Functional Enrichment Analysis and Protein-Protein Interactions of Up-Regulated Differentially Expressed Genes
Tumor mutation burden (TMB) or tumor immune infiltration has been demonstrated as a potential biomarker to predict responses to immunotherapy in several types of solid tumors. Considering the close correlation between TMB, or the immune cell infiltration and the immune cell infiltration. We comprehensively compared the upregulated DEGs in the TMBhigh and immunityhigh group to looking for common differential genes. We reasoned that the genes enriched in both these two subgroups would be involved in important biological functions. We crossed the top 200 genes enriched in the TMBhigh group with the 427 genes significantly up-regulated in the immunityhigh group through the Venn diagram, and finally got 14 Up-DEGs (Figure 3A). The expression level of 14 Up-DEGs in each case within the TMB group and the immune group were shown in Figure F2A. Next, we downloaded and analyzed the expression of 14 Up-DEGs in immune cells (including T cells and B cells) and ovarian cancer cells on the CCLE website (https://portals.broadinstitute.org/ccle/about). IGLL1, CXCL13, FCRLA, MS4A1, and PLA2G2D are expressed higher in immune cells than in OV cells (Supplementary Figure S2B). Interestingly, we also found CCL11, IL27, and CXCL13 in the signature genes of the “chemokine receptor (CCR)” in Supplementary Table S1. CXCL13 was also found in the signature genes of “follicular helper T cells (Tfh)”. PLA2G2D was found in the signature genes of “CD8+ T cells”. MS4A1 was found in the signature genes of “tumor-infiltrating lymphocytes (TIL)”.

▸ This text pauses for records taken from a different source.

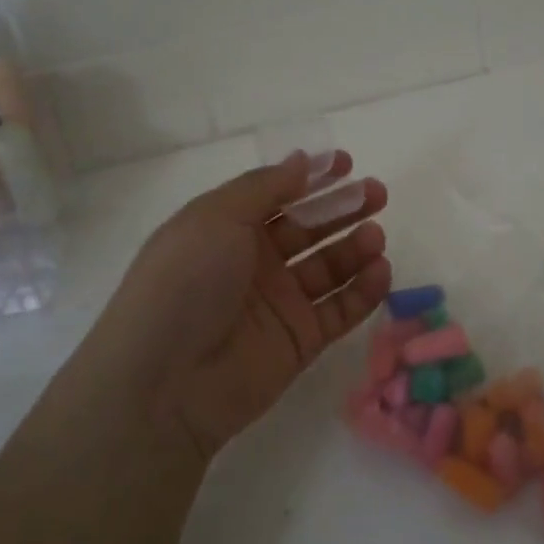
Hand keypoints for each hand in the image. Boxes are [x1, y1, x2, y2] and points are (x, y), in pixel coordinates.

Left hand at [99, 152, 391, 460]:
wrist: (164, 384)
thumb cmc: (185, 283)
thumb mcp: (217, 218)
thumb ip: (266, 187)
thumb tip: (302, 160)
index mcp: (227, 229)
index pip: (278, 195)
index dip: (312, 178)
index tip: (346, 163)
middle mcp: (255, 262)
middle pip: (309, 229)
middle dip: (343, 208)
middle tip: (377, 194)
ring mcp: (279, 303)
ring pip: (329, 268)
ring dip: (355, 248)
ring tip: (375, 237)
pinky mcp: (300, 341)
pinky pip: (340, 310)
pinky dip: (363, 291)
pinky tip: (380, 271)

FIGURE 3. PPI networks, KEGG pathway, and GO term analysis of Up-DEGs. (A) Venn diagrams displayed the amount of conjointly Up-DEGs in both TMBhigh group and immunityhigh group. (B) PPI network established by the STRING database for the Up-DEGs module. (C) Quantification diagram of the Up-DEGs module. (D) Unsupervised hierarchical clustering of KEGG pathways associated with 14 Up-DEGs. Blue represents normal samples, data from GTEx (n = 88), red represents OC samples from the TCGA data set (n = 379). The average linkage method and the Pearson distance measurement method were used to depict the Heatmaps. High expression genes are shown in red, low expression genes in green, and genes with the same level of expression are shown in black. False discovery rate (FDR) <0.05, fold change>1. (E,F) Enriched GO and KEGG pathways of 14 Up-DEGs by using R software. The X-axis serves as the proportion of relevant genes, and the Y-axis serves as the GO and KEGG terms. Each bubble means a term. The size of the bubble implies the account of relevant genes. Lighter colors suggest the smaller p values. (E): Enriched GO terms. (F): Enriched KEGG terms. FDR of GO and KEGG pathway analysis was acquired from the DAVID functional annotation tool. p < 0.05.

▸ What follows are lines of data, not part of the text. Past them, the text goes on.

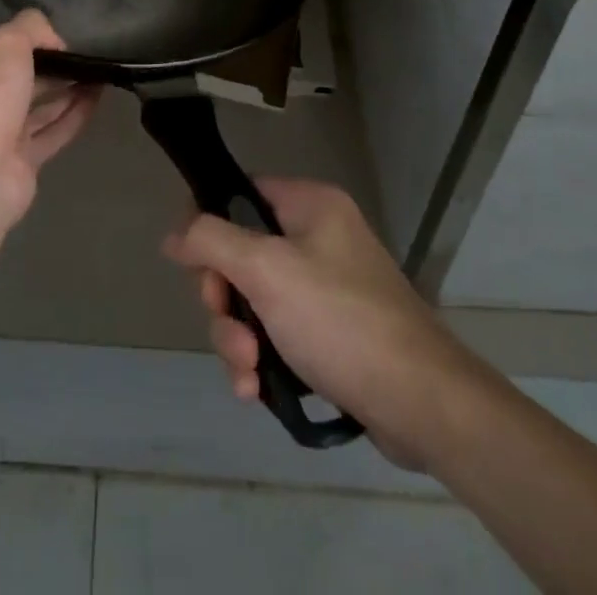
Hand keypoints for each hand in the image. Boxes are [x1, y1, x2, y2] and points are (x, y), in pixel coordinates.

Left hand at [0, 10, 101, 230]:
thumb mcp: (6, 43)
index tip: (55, 39)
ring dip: (67, 89)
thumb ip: (31, 27)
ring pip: (39, 107)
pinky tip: (98, 96)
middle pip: (19, 80)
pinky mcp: (23, 163)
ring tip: (97, 72)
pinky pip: (54, 132)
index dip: (24, 43)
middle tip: (82, 56)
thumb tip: (55, 41)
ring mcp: (0, 137)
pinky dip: (75, 114)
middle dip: (50, 68)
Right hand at [163, 178, 461, 471]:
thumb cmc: (340, 320)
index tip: (195, 265)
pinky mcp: (330, 334)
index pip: (241, 193)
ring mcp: (325, 288)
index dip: (209, 224)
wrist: (424, 404)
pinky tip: (255, 391)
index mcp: (309, 205)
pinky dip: (261, 359)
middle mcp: (317, 238)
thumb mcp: (266, 271)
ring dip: (238, 338)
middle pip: (241, 254)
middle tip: (232, 331)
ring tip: (248, 374)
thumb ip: (212, 241)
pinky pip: (277, 334)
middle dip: (225, 300)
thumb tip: (173, 234)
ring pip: (254, 301)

Then, to understand the interrelationship between the 14 Up-DEGs, we used the Search Tool for the Retrieval of Interacting Gene (STRING) tool to establish a PPI network (Figure 3B). By counting the number of connected nodes, it shows that CXCL13 interconnected six proteins, which are the most key links with other members of the module in the network. Furthermore, CXCL13, several key genes associated with T cell proliferation, inflammation, and immune response were located at the center of the module, such as PLA2G2D and FCRLA (Figure 3C). These results indicated that CXCL13, FCRLA, MS4A1, PLA2G2D, and ADAMDEC1 interact more with other molecules, suggesting that these genes are more likely to be key genes in regulating tumor restricting functions in OCs. Finally, we conducted unsupervised hierarchical clustering of KEGG pathways related to 14 Up-DEGs and found that most of these KEGG pathways were immune-related, such as “Cytokine receptor interaction,” “Chemokine signaling pathway,” as well as “Primary immunodeficiency” (Figure 3D). Moreover, to predict the potential function of the DEGs, we performed the functional enrichment analysis of the 14 Up-DEGs. GO terms and KEGG pathway analysis also demonstrate that the Up-DEGs function in the immune and inflammatory response, cytokine activities, and T cell proliferation (Figures 3E,F). These results indicated that the gene sets shared by both TMBhigh and immunehigh groups are involved in active immune functions.
Identification of a Gene Set Correlated With Better Survival
Both TMBhigh group and immunityhigh group were correlated with better survival. However, the detection of either TMB or tumor immune profile takes much time and resources, which limits their prevalence in the clinic. Based on our previous analysis, we reasoned that there could be potential good prognosis gene sets among the 14 shared Up-DEGs defined above that could be applied to predict the survival of OC. To this end, we analyzed the potential role of Up-DEGs in the overall survival time of OC patients. Among 14 Up-DEGs, four genes, including CXCL13, FCRLA, MS4A1, and PLA2G2D were validated to be significantly relevant to good overall survival and prognosis outcomes (log-rank test, p < 0.05) (Figures 4A–D). Next, we downloaded from the CPTAC database (http://ualcan.path.uab.edu/analysis-prot.html) and analyzed the difference in protein expression of FCRLA and MS4A1 in OC patients with different stages. The results showed that the protein expression of FCRLA and MS4A1as the stage of tumors increase (Supplementary Figures S3A, B). Furthermore, We analyzed the prognosis of CXCL13, FCRLA, MS4A1, and PLA2G2D on the Human Protein Atlas (HPA, https://www.proteinatlas.org) website (Uhlén et al., 2015). The results showed that the high expression of CXCL13, FCRLA, MS4A1, and PLA2G2D were correlated with a good prognosis of OC (Supplementary Figures S3C–F). To validate whether the four genes have an equal prognostic value in other OC studies, we downloaded and analyzed the expression datasets for different cohort of the four genes from the GEO database, including GSE30161 (n = 58), GSE9891 (n = 285), GSE63885 (n = 101), GSE26712 (n = 195), GSE15622 (n = 69), GSE19829 (n = 70), GSE18520 (n = 63), GSE26193 (n = 107), GSE27651 (n = 49). Meta-analysis further indicated that OC cases with high expression of these four genes showed a significant survival benefit (Figures 4E–H). These results indicated that the transcription levels of CXCL13, FCRLA, MS4A1, and PLA2G2D could be applied to predict the prognosis of OC patients.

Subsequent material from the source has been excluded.